From the entries, copy each line that includes "change".
Listed entries below:
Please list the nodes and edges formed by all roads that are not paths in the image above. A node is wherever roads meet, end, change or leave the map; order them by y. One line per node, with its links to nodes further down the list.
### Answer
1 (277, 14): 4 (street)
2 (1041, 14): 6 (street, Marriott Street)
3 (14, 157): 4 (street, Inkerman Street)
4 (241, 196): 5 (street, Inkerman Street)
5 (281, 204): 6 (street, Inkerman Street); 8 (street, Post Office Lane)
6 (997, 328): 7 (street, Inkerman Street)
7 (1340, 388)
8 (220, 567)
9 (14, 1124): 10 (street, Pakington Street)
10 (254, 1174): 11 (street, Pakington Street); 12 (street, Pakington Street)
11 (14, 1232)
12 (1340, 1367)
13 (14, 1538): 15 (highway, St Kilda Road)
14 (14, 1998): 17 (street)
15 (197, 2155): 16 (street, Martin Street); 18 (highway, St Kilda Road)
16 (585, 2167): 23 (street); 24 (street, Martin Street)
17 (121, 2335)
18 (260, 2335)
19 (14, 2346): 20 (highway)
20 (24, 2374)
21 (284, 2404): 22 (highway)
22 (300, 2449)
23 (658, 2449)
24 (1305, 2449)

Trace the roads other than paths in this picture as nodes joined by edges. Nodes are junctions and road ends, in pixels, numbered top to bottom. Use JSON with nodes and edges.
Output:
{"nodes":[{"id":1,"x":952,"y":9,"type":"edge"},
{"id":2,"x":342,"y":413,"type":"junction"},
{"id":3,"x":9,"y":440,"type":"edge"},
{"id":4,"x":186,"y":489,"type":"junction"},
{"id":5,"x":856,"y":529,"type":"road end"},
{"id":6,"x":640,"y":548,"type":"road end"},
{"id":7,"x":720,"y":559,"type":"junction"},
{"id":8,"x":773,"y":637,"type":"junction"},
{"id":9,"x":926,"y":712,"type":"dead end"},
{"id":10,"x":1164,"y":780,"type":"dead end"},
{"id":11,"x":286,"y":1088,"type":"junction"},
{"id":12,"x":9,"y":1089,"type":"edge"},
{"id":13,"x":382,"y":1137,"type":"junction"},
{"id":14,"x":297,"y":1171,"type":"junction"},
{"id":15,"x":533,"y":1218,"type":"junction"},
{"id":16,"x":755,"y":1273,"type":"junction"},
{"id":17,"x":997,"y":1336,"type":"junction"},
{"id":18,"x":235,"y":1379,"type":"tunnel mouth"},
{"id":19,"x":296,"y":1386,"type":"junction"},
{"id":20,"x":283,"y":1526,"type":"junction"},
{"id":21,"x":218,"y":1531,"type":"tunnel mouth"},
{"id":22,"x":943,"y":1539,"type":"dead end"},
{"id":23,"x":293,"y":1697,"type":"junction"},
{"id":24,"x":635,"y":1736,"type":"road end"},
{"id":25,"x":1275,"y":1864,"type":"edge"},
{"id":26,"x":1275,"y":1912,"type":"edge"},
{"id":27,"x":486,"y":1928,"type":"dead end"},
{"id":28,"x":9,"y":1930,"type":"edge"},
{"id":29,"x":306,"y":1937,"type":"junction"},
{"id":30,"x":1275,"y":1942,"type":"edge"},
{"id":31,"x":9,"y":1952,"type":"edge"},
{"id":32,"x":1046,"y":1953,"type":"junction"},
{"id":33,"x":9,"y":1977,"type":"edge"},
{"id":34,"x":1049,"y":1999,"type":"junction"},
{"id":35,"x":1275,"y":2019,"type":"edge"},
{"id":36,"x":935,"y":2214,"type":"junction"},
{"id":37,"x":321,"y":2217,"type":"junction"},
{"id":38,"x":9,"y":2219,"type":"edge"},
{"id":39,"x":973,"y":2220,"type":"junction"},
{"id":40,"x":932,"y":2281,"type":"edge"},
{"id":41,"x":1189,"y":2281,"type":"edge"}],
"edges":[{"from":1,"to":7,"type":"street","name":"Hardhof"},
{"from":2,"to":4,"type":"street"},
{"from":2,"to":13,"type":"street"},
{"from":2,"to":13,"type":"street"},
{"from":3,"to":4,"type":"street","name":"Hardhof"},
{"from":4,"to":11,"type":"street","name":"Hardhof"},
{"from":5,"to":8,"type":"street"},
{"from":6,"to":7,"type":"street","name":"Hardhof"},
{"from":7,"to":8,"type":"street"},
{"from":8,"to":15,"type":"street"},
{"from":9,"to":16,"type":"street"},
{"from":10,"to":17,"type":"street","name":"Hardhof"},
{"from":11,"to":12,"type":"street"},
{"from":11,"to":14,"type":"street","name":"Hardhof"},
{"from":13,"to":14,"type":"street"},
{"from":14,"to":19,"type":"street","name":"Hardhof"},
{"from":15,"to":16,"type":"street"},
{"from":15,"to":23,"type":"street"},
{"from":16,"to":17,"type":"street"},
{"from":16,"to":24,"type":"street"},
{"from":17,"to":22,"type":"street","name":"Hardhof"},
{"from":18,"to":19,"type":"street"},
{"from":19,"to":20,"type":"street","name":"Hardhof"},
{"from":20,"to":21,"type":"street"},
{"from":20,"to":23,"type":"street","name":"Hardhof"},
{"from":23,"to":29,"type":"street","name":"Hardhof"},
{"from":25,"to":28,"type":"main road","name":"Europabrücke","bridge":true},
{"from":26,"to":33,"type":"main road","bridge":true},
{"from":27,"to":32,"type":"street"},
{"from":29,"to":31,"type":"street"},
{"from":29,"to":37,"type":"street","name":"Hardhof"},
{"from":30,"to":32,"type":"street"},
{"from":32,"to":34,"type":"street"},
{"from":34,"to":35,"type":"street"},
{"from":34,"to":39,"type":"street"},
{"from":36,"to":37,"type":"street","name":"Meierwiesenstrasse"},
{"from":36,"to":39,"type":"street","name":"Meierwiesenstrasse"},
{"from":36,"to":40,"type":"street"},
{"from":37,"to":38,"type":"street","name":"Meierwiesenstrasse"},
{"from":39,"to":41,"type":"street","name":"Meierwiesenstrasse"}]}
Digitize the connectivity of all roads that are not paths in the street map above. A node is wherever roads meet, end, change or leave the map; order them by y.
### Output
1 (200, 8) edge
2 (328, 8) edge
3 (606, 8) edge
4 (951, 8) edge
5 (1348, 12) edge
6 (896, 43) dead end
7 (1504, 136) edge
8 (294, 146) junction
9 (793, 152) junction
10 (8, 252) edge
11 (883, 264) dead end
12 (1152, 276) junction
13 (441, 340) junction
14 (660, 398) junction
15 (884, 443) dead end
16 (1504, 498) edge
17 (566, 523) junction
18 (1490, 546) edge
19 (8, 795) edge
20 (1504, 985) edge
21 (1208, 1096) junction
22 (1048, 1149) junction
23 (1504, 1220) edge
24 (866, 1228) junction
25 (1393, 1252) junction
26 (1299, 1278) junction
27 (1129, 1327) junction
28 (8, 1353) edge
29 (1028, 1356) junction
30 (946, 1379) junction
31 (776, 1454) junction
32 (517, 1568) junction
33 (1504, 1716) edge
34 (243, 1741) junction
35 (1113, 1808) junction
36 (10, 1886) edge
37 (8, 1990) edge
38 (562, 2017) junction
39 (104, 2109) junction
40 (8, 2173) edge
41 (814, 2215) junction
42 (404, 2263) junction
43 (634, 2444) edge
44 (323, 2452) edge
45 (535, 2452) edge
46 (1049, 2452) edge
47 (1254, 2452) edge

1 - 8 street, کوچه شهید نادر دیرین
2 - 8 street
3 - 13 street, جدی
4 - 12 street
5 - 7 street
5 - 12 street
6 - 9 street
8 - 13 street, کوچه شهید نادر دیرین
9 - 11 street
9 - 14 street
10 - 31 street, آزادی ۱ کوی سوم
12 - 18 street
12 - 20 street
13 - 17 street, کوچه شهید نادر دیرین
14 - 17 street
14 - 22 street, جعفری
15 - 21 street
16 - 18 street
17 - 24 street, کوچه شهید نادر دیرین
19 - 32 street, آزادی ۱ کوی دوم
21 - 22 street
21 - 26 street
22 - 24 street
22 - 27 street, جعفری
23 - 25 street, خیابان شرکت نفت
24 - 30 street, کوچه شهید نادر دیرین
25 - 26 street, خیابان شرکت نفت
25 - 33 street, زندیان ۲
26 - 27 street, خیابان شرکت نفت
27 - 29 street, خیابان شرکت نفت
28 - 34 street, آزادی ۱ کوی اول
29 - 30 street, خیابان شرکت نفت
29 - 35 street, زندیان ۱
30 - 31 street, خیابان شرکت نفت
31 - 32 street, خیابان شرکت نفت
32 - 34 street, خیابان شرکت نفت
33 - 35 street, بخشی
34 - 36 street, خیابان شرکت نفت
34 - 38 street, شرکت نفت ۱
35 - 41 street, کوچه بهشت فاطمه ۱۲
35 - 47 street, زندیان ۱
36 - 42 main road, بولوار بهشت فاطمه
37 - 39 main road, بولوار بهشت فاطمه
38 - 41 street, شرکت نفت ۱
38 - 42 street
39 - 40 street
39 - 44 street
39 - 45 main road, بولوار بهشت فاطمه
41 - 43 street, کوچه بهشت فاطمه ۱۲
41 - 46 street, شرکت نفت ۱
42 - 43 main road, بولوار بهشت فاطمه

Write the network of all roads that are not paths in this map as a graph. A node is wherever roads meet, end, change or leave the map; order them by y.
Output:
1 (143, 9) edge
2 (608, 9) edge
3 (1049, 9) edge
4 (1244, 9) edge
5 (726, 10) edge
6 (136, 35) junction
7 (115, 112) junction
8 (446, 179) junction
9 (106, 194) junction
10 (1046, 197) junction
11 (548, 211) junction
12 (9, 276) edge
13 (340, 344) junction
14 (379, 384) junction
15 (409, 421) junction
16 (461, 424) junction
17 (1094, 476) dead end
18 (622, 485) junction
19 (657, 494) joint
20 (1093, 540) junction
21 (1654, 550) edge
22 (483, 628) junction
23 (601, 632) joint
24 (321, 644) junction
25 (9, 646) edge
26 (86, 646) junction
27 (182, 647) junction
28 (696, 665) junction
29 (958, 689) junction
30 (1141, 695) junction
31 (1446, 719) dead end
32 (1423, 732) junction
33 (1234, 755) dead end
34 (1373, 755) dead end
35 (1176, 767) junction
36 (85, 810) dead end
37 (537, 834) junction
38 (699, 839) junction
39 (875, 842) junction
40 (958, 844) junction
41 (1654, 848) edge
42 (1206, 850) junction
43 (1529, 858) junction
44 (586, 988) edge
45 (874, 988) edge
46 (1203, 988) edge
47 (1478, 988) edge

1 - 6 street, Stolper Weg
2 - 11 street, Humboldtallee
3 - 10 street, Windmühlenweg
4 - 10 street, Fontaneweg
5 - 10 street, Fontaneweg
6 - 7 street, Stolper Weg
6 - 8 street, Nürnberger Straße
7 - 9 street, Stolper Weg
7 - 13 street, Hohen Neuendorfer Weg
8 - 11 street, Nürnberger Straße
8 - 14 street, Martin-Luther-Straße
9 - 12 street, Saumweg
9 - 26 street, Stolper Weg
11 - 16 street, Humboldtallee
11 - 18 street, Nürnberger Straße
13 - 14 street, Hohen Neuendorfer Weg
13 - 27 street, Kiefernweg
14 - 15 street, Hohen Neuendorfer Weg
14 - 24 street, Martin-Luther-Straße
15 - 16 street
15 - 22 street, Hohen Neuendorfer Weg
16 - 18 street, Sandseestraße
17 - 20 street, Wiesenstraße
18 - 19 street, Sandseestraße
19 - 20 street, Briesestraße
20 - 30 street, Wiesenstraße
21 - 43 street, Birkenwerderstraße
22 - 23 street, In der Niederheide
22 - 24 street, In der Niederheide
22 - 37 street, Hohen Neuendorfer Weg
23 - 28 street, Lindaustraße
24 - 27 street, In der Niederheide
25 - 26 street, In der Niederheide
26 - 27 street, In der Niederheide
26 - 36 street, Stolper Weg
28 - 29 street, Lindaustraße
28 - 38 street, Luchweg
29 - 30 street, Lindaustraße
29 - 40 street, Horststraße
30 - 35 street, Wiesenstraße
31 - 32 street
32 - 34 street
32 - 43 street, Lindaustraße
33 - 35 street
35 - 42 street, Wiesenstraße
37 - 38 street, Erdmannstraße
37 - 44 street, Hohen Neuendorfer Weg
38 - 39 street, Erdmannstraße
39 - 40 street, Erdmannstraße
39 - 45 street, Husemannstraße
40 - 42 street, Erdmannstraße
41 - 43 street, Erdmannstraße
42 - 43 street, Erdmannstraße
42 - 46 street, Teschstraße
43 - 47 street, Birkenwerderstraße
End of Listed entries.
Response below:
Please list the nodes and edges formed by all roads that are not paths in the image above. A node is wherever roads meet, end, change or leave the map; order them by y. One line per node, with its links to nodes further down the list.
Digitize the connectivity of all roads that are not paths in the street map above. A node is wherever roads meet, end, change or leave the map; order them by y.
Write the network of all roads that are not paths in this map as a graph. A node is wherever roads meet, end, change or leave the map; order them by y.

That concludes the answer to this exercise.